Frank Lowy hits back at Clive Palmer, Stephen Conroy gets a win, art world salaries ramp up and Clover Moore could be up against US-style primaries. Here’s a run-down of today’s power moves:

Footy billionaires’ tit for tat continues. Soccer boss Frank Lowy’s stoush with Gold Coast United owner Clive Palmer has got all the drama of a Labor party soap opera. Yesterday Lowy, chairman of the Football Federation of Australia, told a business lunch in Melbourne that the FFA will do what’s necessary to protect its interests, even if that means going to the courts.

“I don’t want to go for litigation, but will I have a choice? I don’t know,” Lowy said. Palmer’s been hitting out at the FFA in recent weeks on everything from the salaries of its executives to the way it selects the national team. But The Power Index’s favourite Palmer tactic came over the weekend, when he sent his players onto the pitch with free speech logos on their strips.

Looking for a lucrative job? Join the art world. Tony Ellwood’s appointment as the new director of the National Gallery of Victoria, expected to be announced this morning, confirms there’s a new normal when it comes to salaries in the art world. The Age reports that Ellwood will receive a salary of around $445,000, a significant increase from the gallery’s current director Gerard Vaughan, who’s on $320,000.

Over at the Art Gallery of NSW, Edmund Capon’s replacement Michael Brand will also collect a healthy $445,000 when he starts in August. Not bad at all.

US Republican nomination: the real political Big Brother. Over in the United States, The Power Index is watching the Republican presidential nomination with interest. Is this the real political Big Brother? And could Pennsylvania senator Rick Santorum be the last to leave the house?

Today’s vote in Michigan will provide a few answers. Michigan is Mitt Romney territory (Romney’s father served as Michigan’s governor) and a loss here could derail the momentum he needs to contest the 10 nominations that occur on ‘Super Tuesday’ on March 6.

Calling on the people to oust Clover Moore. Meanwhile, the NSW Labor Party looks set to bring a little bit of the US primary process to Sydney, with its plans to open a preselection process to all 90,000 of the City of Sydney’s voters to select the best candidate to take on mayor Clover Moore at the council elections in September.

The independent Moore, No. 4 on the Sydney power list, has been in the job since 2004, proving a difficult hurdle in Labor’s attempts to snare back the position.
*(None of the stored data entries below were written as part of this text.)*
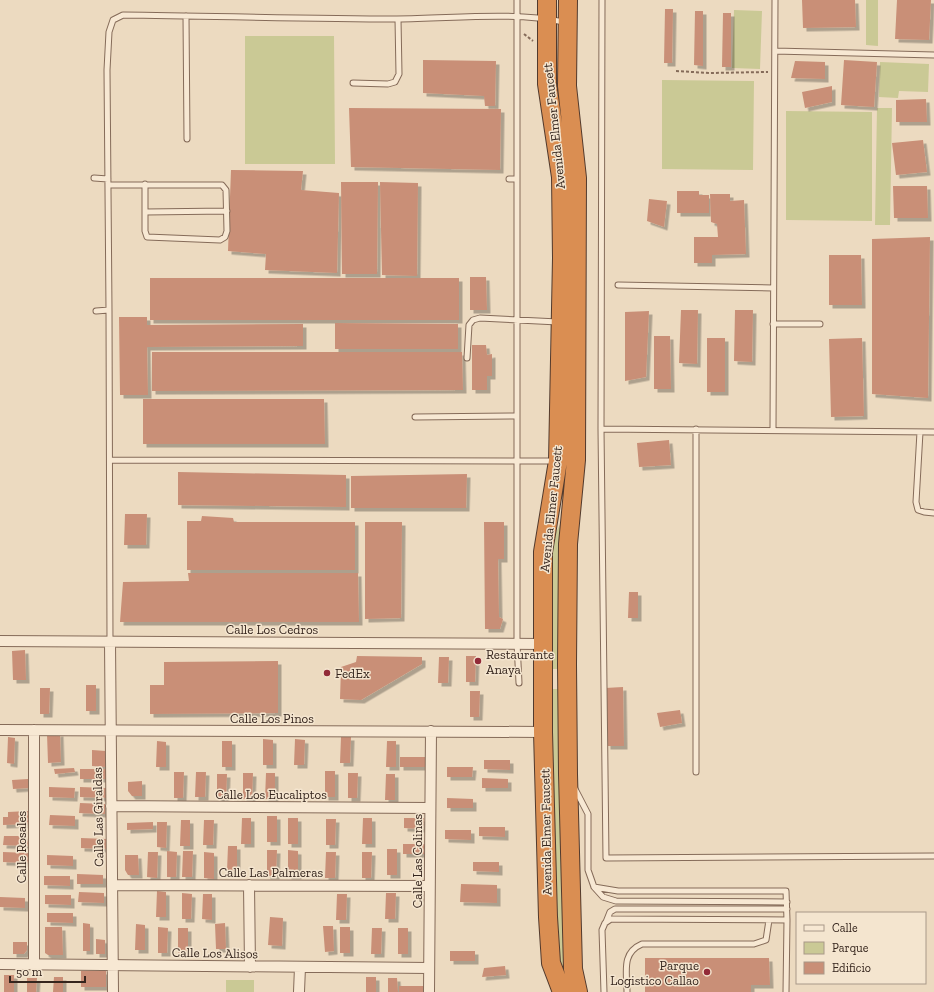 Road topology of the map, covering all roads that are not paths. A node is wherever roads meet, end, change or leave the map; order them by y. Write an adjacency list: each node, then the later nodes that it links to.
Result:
1 (517, 0): 7 (lane)
2 (547, 0): 8 (highway, Avenida Elmer Faucett)
3 (568, 0): 10 (highway, Avenida Elmer Faucett)
4 (602, 0): 34 (lane)
5 (775, 0): 11 (lane)
6 (186, 16): 9 (lane); 14 (lane); 16 (lane)
7 (517, 16): 8 (lane); 9 (lane); 18 (lane)
8 (546, 18): 10 (lane); 28 (highway, Avenida Elmer Faucett)
9 (398, 19): 13 (lane)
10 (568, 23): 28 (highway, Avenida Elmer Faucett)
11 (775, 51): 12 (lane); 24 (lane)
12 (934, 55)
13 (353, 83)
14 (187, 139)
15 (94, 178): 16 (lane)
16 (108, 179): 20 (lane)
17 (509, 179): 18 (lane)
18 (517, 179): 27 (lane)
19 (145, 184): 20 (lane); 21 (lane); 22 (lane)
20 (108, 185): 25 (lane)
21 (227, 211): 22 (lane); 22 (lane)
22 (146, 212)
23 (618, 285): 24 (lane)
24 (773, 288): 29 (lane)
25 (109, 310): 26 (lane); 39 (lane)
26 (96, 311)
27 (518, 321): 28 (lane); 31 (lane); 32 (lane)
28 (569, 322): 41 (highway, Avenida Elmer Faucett)
29 (773, 324): 30 (lane); 36 (lane)
30 (820, 324)
31 (467, 358)
32 (517, 416): 33 (lane); 40 (lane)
33 (415, 417)
34 (601, 428): 35 (lane); 59 (lane)
35 (696, 429): 36 (lane); 55 (lane)
36 (772, 430): 37 (lane)
37 (920, 432): 38 (lane); 42 (lane)
38 (934, 432)
39 (110, 460): 40 (lane); 44 (lane)
40 (517, 460): 41 (lane); 45 (lane)
41 (567, 460): 46 (highway, Avenida Elmer Faucett); 48 (highway, Avenida Elmer Faucett)
42 (934, 513)
43 (0, 641): 44 (street, Calle Los Cedros)
44 (110, 642): 45 (street, Calle Los Cedros); 52 (street, Calle Las Giraldas)
45 (517, 643): 46 (street, Calle Los Cedros); 49 (lane)
46 (543, 644): 47 (highway, Avenida Elmer Faucett)
47 (543, 679): 48 (highway); 54 (highway, Avenida Elmer Faucett)
48 (567, 679): 56 (highway, Avenida Elmer Faucett)
49 (520, 683)
50 (0, 730): 51 (street, Calle Los Pinos)
51 (34, 730): 52 (street, Calle Los Pinos); 70 (street, Calle Rosales)
52 (111, 730): 53 (street, Calle Los Pinos); 57 (street, Calle Las Giraldas)
53 (431, 731): 54 (street, Calle Los Pinos); 58 (street, Calle Las Colinas)
54 (543, 732): 78 (highway, Avenida Elmer Faucett)
55 (696, 772)
56 (568, 774): 63 (lane); 79 (highway, Avenida Elmer Faucett)
57 (111, 806): 58 (street, Calle Los Eucaliptos); 60 (street, Calle Las Giraldas)
58 (430, 808): 62 (street, Calle Las Colinas)
59 (934, 856)
60 (112, 885): 61 (street, Calle Las Palmeras); 71 (street, Calle Las Giraldas)
61 (249, 885): 62 (street, Calle Las Palmeras); 72 (street)
62 (430, 886): 74 (street, Calle Las Colinas)
63 (594, 888): 64 (lane); 64 (lane)
64 (786, 902): 65 (lane)
65 (786, 909): 67 (lane); 68 (lane)
66 (769, 920): 67 (lane); 68 (lane); 81 (lane)
67 (787, 920): 82 (lane)
68 (605, 923): 80 (lane)
69 (0, 964): 70 (street, Calle Los Alisos)
70 (34, 964): 71 (street, Calle Los Alisos)
71 (113, 965): 72 (street, Calle Los Alisos); 75 (street, Calle Las Giraldas)
72 (250, 966): 73 (street, Calle Los Alisos)
73 (300, 967): 74 (street, Calle Los Alisos); 76 (street)
74 (429, 968): 77 (street, Calle Las Colinas)
75 (113, 992)
76 (299, 992)
77 (429, 992)
78 (562, 992)
79 (578, 992)
80 (604, 992)
81 (627, 992)
82 (786, 992)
In an opinion piece published in the Sydney Morning Herald this morning, Labor’s unsuccessful 2008 candidate, Meredith Burgmann, declared she will not contest the election again and urged the party to support the “primaries”.

Stephen Conroy realigns the weapons. Communications minister Stephen Conroy must be happy with himself. The doublepower lister passed a significant hurdle yesterday when the competition watchdog gave its tick of approval to Telstra’s structural separation undertaking, securing Telstra’s role in the national broadband network.

With the prime minister already calling the next election a battle between those who want the NBN and those who don’t, Conroy’s now digging the trenches for war with the Opposition. Lucky for him, he got in plenty of practice last week against a certain former foreign minister.